WORK TO COMPLETE:
Search the data for the word "Plank". Reproduce every line where it is found.

STORED DATA:
%%
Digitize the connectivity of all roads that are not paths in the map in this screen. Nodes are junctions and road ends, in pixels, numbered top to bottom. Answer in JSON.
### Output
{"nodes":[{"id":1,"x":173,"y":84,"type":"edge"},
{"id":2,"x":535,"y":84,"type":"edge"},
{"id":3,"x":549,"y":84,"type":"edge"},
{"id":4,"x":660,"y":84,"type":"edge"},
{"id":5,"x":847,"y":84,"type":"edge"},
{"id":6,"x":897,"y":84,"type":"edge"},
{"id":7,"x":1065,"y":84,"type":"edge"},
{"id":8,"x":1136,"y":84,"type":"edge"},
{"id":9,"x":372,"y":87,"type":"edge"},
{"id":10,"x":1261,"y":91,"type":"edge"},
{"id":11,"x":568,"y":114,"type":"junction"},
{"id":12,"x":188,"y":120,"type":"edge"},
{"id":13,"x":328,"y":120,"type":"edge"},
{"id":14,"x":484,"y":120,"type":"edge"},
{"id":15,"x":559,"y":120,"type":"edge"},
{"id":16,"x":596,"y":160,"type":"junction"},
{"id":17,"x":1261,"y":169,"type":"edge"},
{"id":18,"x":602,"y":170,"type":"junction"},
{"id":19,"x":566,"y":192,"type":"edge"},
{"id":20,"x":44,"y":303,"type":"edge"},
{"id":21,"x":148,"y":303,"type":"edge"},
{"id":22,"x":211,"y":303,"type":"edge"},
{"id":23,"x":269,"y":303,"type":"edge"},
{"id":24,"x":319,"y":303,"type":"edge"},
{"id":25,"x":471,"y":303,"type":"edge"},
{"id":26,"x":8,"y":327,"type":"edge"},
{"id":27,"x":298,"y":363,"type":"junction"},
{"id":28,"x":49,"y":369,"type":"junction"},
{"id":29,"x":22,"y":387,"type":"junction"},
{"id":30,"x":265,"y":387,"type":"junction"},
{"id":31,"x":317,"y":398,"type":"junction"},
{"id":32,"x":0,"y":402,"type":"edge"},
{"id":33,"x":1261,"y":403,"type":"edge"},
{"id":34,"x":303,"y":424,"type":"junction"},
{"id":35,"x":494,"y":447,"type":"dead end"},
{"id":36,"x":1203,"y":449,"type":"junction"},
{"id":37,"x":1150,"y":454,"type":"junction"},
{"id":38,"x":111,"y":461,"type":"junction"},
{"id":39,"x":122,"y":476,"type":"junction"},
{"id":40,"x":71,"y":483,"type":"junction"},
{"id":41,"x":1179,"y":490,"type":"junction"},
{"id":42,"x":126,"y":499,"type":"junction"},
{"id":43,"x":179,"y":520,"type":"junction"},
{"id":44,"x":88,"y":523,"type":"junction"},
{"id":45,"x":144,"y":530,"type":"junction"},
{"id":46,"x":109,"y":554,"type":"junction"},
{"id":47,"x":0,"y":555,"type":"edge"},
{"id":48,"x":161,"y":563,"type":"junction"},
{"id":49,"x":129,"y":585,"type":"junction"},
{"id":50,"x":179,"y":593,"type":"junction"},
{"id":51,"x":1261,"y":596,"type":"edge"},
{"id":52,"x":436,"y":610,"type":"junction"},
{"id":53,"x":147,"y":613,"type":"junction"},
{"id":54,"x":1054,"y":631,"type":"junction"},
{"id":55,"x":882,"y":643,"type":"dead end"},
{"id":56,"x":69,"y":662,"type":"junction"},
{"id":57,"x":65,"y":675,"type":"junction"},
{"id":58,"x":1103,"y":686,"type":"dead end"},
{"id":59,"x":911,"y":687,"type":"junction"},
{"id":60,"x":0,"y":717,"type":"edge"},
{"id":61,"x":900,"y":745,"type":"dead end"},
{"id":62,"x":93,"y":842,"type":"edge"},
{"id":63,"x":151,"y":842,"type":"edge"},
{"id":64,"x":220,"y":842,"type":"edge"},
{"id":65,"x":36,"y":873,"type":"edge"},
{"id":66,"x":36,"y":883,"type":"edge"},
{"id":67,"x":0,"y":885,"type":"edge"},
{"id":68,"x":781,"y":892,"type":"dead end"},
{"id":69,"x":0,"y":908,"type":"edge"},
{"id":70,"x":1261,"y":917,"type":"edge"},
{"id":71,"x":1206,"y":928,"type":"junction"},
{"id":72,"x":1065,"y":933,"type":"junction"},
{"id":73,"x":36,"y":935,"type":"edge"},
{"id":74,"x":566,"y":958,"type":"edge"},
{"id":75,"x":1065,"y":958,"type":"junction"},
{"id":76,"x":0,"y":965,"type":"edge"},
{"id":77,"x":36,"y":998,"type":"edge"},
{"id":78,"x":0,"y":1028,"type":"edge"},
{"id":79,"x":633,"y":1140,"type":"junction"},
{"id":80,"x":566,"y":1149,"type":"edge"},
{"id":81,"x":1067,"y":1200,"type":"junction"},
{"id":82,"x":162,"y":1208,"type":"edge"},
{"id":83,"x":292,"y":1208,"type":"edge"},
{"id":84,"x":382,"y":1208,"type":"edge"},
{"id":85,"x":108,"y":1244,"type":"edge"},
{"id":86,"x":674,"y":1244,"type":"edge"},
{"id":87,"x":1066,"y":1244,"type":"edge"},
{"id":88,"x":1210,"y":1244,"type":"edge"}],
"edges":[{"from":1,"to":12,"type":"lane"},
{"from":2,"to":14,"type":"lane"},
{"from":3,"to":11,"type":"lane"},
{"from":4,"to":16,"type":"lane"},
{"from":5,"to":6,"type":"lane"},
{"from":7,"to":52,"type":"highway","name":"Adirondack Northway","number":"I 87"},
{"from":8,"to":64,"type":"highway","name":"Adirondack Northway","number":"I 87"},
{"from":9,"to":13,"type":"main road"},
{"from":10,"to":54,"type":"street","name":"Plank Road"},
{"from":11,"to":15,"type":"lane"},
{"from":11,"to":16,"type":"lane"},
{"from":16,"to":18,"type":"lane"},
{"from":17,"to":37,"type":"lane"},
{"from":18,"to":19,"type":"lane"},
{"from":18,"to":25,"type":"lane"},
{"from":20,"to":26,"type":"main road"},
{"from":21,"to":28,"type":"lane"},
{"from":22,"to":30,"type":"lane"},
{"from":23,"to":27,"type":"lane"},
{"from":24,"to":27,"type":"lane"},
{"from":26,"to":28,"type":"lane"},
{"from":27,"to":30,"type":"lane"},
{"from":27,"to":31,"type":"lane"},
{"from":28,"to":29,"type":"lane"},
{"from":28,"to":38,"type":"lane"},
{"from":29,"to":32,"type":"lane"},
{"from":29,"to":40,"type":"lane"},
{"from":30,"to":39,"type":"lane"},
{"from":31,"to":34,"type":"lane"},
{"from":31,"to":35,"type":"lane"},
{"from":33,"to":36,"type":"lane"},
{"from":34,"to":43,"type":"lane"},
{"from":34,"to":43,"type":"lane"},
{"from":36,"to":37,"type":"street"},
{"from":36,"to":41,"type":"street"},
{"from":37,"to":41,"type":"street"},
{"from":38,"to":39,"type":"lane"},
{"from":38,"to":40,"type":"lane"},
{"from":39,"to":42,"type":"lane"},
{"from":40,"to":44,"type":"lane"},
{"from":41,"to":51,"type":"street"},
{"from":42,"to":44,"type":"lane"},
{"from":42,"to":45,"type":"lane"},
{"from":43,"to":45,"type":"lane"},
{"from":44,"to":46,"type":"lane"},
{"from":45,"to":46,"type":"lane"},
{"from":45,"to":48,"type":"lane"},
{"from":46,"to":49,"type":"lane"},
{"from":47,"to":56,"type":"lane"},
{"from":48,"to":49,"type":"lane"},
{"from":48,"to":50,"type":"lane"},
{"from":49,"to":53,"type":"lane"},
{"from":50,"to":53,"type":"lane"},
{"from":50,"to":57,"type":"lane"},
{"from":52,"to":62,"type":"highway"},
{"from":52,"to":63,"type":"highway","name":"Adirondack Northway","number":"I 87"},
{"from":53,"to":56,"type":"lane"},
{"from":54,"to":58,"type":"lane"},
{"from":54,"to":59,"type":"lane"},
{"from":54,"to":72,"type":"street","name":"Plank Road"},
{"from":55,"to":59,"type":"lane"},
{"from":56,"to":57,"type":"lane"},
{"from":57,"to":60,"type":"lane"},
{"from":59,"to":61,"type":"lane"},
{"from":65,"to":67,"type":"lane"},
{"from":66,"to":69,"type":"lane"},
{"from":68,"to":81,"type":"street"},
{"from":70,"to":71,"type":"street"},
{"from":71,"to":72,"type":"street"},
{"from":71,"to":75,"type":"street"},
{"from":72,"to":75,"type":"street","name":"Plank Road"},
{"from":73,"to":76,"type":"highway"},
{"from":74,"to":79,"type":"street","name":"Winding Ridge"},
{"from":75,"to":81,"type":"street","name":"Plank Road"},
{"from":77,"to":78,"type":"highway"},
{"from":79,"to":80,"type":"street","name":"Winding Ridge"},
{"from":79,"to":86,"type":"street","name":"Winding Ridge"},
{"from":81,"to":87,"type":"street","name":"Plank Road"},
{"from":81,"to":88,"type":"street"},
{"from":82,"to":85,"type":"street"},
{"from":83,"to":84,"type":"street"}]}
%%
COMPLETED EXERCISE:
{"from":10,"to":54,"type":"street","name":"Plank Road"},
{"from":54,"to":72,"type":"street","name":"Plank Road"},
{"from":72,"to":75,"type":"street","name":"Plank Road"},
{"from":75,"to":81,"type":"street","name":"Plank Road"},
{"from":81,"to":87,"type":"street","name":"Plank Road"},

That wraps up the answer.